[RECORDED INFORMATION Boundary: Start]
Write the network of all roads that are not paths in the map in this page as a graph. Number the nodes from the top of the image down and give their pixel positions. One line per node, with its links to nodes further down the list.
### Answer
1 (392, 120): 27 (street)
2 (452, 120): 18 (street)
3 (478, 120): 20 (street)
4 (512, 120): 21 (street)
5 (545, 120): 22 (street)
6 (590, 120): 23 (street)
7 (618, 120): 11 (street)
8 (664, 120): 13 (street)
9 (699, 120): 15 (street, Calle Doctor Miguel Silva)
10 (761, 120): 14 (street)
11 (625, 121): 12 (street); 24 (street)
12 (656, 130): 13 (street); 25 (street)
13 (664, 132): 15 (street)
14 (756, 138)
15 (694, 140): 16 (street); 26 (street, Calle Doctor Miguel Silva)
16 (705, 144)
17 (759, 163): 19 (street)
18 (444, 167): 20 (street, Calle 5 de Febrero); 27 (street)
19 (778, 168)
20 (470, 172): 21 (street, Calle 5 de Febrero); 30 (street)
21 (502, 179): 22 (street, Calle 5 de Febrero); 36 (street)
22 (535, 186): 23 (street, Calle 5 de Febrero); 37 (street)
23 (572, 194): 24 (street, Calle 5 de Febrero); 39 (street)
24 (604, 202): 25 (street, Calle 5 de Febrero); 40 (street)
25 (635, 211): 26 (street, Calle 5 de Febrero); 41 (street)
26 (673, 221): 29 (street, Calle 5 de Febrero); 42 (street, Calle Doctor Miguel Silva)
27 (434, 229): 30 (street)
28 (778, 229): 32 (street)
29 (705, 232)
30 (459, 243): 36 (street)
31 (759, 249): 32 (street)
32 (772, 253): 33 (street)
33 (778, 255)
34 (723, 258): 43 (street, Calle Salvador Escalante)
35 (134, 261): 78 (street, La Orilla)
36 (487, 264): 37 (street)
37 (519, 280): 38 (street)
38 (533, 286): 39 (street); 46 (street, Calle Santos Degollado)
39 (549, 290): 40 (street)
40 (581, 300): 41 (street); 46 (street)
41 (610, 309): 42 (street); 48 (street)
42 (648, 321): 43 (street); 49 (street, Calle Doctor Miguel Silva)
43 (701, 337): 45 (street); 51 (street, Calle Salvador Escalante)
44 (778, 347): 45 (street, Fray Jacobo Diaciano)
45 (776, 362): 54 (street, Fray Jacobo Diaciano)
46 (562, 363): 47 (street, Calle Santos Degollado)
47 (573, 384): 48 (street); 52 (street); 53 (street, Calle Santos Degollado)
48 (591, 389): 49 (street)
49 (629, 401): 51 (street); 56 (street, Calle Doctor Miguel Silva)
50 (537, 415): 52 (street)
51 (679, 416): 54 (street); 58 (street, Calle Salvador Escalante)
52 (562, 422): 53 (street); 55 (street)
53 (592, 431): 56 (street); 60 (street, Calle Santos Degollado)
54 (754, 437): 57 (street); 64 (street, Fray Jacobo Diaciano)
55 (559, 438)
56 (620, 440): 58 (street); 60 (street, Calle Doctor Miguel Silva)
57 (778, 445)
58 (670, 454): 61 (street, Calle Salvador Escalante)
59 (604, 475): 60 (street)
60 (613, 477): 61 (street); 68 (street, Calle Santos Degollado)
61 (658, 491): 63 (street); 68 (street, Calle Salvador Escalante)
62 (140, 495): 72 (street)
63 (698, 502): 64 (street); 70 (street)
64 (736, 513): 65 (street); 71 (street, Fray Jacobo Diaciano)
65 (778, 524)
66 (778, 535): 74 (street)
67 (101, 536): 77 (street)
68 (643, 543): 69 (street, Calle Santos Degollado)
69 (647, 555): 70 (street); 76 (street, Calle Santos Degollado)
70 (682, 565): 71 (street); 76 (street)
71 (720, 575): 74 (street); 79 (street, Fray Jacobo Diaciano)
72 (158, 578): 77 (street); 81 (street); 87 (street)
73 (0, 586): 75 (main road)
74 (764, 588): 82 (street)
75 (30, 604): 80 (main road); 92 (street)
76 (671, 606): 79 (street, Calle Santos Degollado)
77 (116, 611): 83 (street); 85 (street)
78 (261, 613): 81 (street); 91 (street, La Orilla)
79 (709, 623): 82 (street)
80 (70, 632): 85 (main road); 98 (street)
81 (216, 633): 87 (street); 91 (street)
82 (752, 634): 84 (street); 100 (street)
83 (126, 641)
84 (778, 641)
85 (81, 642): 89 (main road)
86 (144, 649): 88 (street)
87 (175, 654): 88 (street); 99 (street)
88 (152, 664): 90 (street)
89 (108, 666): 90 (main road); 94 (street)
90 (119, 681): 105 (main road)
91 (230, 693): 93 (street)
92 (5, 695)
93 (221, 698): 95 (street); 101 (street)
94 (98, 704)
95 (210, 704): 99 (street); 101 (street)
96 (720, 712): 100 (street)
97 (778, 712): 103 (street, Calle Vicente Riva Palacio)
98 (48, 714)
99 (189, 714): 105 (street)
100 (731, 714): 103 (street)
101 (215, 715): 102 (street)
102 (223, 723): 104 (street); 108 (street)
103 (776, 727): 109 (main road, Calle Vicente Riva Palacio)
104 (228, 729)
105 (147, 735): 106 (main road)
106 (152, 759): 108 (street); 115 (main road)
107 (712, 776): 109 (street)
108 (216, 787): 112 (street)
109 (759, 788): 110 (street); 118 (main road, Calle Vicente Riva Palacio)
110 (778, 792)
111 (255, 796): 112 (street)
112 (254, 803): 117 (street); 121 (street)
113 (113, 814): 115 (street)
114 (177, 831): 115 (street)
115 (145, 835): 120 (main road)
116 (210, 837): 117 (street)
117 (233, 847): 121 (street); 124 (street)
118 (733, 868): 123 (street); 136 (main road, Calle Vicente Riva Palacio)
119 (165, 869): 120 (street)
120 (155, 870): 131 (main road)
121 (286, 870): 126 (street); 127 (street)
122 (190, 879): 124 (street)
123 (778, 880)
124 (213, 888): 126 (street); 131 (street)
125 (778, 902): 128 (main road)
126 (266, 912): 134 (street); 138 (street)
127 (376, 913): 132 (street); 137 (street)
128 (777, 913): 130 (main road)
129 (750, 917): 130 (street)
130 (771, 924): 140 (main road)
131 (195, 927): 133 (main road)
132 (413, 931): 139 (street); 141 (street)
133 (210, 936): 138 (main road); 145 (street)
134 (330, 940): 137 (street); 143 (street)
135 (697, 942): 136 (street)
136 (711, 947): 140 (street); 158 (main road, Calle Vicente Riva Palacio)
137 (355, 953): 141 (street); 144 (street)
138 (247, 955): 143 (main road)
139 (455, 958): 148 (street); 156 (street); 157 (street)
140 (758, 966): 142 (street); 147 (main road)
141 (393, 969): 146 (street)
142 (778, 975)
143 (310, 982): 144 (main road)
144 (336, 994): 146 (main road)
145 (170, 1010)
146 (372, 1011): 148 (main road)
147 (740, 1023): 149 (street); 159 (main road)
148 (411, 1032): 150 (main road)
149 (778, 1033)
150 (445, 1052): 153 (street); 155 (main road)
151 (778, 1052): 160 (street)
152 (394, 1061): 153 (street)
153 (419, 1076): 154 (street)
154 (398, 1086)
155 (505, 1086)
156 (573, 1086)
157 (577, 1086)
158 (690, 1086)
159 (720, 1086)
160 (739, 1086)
[RECORDED INFORMATION Boundary: End]
_PROBLEM REQUIREMENTS_
What you give back must match the records word for word.

_SOLUTION TO THIS PROBLEM_
Write the network of all roads that are not paths in the map in this page as a graph. Number the nodes from the top of the image down and give their pixel positions. One line per node, with its links to nodes further down the list.
### Answer
1 (392, 120): 27 (street)
2 (452, 120): 18 (street)
3 (478, 120): 20 (street)
4 (512, 120): 21 (street)
5 (545, 120): 22 (street)
6 (590, 120): 23 (street)
7 (618, 120): 11 (street)
8 (664, 120): 13 (street)
9 (699, 120): 15 (street, Calle Doctor Miguel Silva)
10 (761, 120): 14 (street)
11 (625, 121): 12 (street); 24 (street)
12 (656, 130): 13 (street); 25 (street)
13 (664, 132): 15 (street)
14 (756, 138)
15 (694, 140): 16 (street); 26 (street, Calle Doctor Miguel Silva)
16 (705, 144)
17 (759, 163): 19 (street)
18 (444, 167): 20 (street, Calle 5 de Febrero); 27 (street)
19 (778, 168)
20 (470, 172): 21 (street, Calle 5 de Febrero); 30 (street)
21 (502, 179): 22 (street, Calle 5 de Febrero); 36 (street)
22 (535, 186): 23 (street, Calle 5 de Febrero); 37 (street)
23 (572, 194): 24 (street, Calle 5 de Febrero); 39 (street)
24 (604, 202): 25 (street, Calle 5 de Febrero); 40 (street)
25 (635, 211): 26 (street, Calle 5 de Febrero); 41 (street)
26 (673, 221): 29 (street, Calle 5 de Febrero); 42 (street, Calle Doctor Miguel Silva)
27 (434, 229): 30 (street)
28 (778, 229): 32 (street)
29 (705, 232)
30 (459, 243): 36 (street)
31 (759, 249): 32 (street)
32 (772, 253): 33 (street)
33 (778, 255)
34 (723, 258): 43 (street, Calle Salvador Escalante)
35 (134, 261): 78 (street, La Orilla)
36 (487, 264): 37 (street)
37 (519, 280): 38 (street)
38 (533, 286): 39 (street); 46 (street, Calle Santos Degollado)
39 (549, 290): 40 (street)
40 (581, 300): 41 (street); 46 (street)
41 (610, 309): 42 (street); 48 (street)
42 (648, 321): 43 (street); 49 (street, Calle Doctor Miguel Silva)
43 (701, 337): 45 (street); 51 (street, Calle Salvador Escalante)
44 (778, 347): 45 (street, Fray Jacobo Diaciano)
45 (776, 362): 54 (street, Fray Jacobo Diaciano)
46 (562, 363): 47 (street, Calle Santos Degollado)
47 (573, 384): 48 (street); 52 (street); 53 (street, Calle Santos Degollado)
48 (591, 389): 49 (street)
49 (629, 401): 51 (street); 56 (street, Calle Doctor Miguel Silva)
50 (537, 415): 52 (street)
51 (679, 416): 54 (street); 58 (street, Calle Salvador Escalante)
52 (562, 422): 53 (street); 55 (street)
53 (592, 431): 56 (street); 60 (street, Calle Santos Degollado)
54 (754, 437): 57 (street); 64 (street, Fray Jacobo Diaciano)
55 (559, 438)
56 (620, 440): 58 (street); 60 (street, Calle Doctor Miguel Silva)
57 (778, 445)
58 (670, 454): 61 (street, Calle Salvador Escalante)
59 (604, 475): 60 (street)
60 (613, 477): 61 (street); 68 (street, Calle Santos Degollado)
61 (658, 491): 63 (street); 68 (street, Calle Salvador Escalante)
62 (140, 495): 72 (street)
63 (698, 502): 64 (street); 70 (street)
64 (736, 513): 65 (street); 71 (street, Fray Jacobo Diaciano)
65 (778, 524)
66 (778, 535): 74 (street)
67 (101, 536): 77 (street)
68 (643, 543): 69 (street, Calle Santos Degollado)
69 (647, 555): 70 (street); 76 (street, Calle Santos Degollado)
70 (682, 565): 71 (street); 76 (street)
71 (720, 575): 74 (street); 79 (street, Fray Jacobo Diaciano)
72 (158, 578): 77 (street); 81 (street); 87 (street)
73 (0, 586): 75 (main road)
74 (764, 588): 82 (street)
75 (30, 604): 80 (main road); 92 (street)
76 (671, 606): 79 (street, Calle Santos Degollado)
77 (116, 611): 83 (street); 85 (street)
78 (261, 613): 81 (street); 91 (street, La Orilla)
79 (709, 623): 82 (street)
80 (70, 632): 85 (main road); 98 (street)
81 (216, 633): 87 (street); 91 (street)
82 (752, 634): 84 (street); 100 (street)
83 (126, 641)
84 (778, 641)
85 (81, 642): 89 (main road)
86 (144, 649): 88 (street)
87 (175, 654): 88 (street); 99 (street)
88 (152, 664): 90 (street)
89 (108, 666): 90 (main road); 94 (street)
90 (119, 681): 105 (main road)
91 (230, 693): 93 (street)
92 (5, 695)
93 (221, 698): 95 (street); 101 (street)
94 (98, 704)
95 (210, 704): 99 (street); 101 (street)
96 (720, 712): 100 (street)
97 (778, 712): 103 (street, Calle Vicente Riva Palacio)
98 (48, 714)
99 (189, 714): 105 (street)
100 (731, 714): 103 (street)
101 (215, 715): 102 (street)
102 (223, 723): 104 (street); 108 (street)
103 (776, 727): 109 (main road, Calle Vicente Riva Palacio)
104 (228, 729)
105 (147, 735): 106 (main road)
106 (152, 759): 108 (street); 115 (main road)
107 (712, 776): 109 (street)
108 (216, 787): 112 (street)
109 (759, 788): 110 (street); 118 (main road, Calle Vicente Riva Palacio)
110 (778, 792)
111 (255, 796): 112 (street)
112 (254, 803): 117 (street); 121 (street)
113 (113, 814): 115 (street)
114 (177, 831): 115 (street)
115 (145, 835): 120 (main road)
116 (210, 837): 117 (street)
117 (233, 847): 121 (street); 124 (street)
118 (733, 868): 123 (street); 136 (main road, Calle Vicente Riva Palacio)
119 (165, 869): 120 (street)
120 (155, 870): 131 (main road)
121 (286, 870): 126 (street); 127 (street)
122 (190, 879): 124 (street)
123 (778, 880)
124 (213, 888): 126 (street); 131 (street)
125 (778, 902): 128 (main road)
126 (266, 912): 134 (street); 138 (street)
127 (376, 913): 132 (street); 137 (street)
128 (777, 913): 130 (main road)
129 (750, 917): 130 (street)
130 (771, 924): 140 (main road)
131 (195, 927): 133 (main road)
132 (413, 931): 139 (street); 141 (street)
133 (210, 936): 138 (main road); 145 (street)
134 (330, 940): 137 (street); 143 (street)
135 (697, 942): 136 (street)
136 (711, 947): 140 (street); 158 (main road, Calle Vicente Riva Palacio)
137 (355, 953): 141 (street); 144 (street)
138 (247, 955): 143 (main road)
139 (455, 958): 148 (street); 156 (street); 157 (street)
140 (758, 966): 142 (street); 147 (main road)
141 (393, 969): 146 (street)
142 (778, 975)
143 (310, 982): 144 (main road)
144 (336, 994): 146 (main road)
145 (170, 1010)
146 (372, 1011): 148 (main road)
147 (740, 1023): 149 (street); 159 (main road)
148 (411, 1032): 150 (main road)
149 (778, 1033)
150 (445, 1052): 153 (street); 155 (main road)
151 (778, 1052): 160 (street)
152 (394, 1061): 153 (street)
153 (419, 1076): 154 (street)
154 (398, 1086)
155 (505, 1086)
156 (573, 1086)
157 (577, 1086)
158 (690, 1086)
159 (720, 1086)
160 (739, 1086)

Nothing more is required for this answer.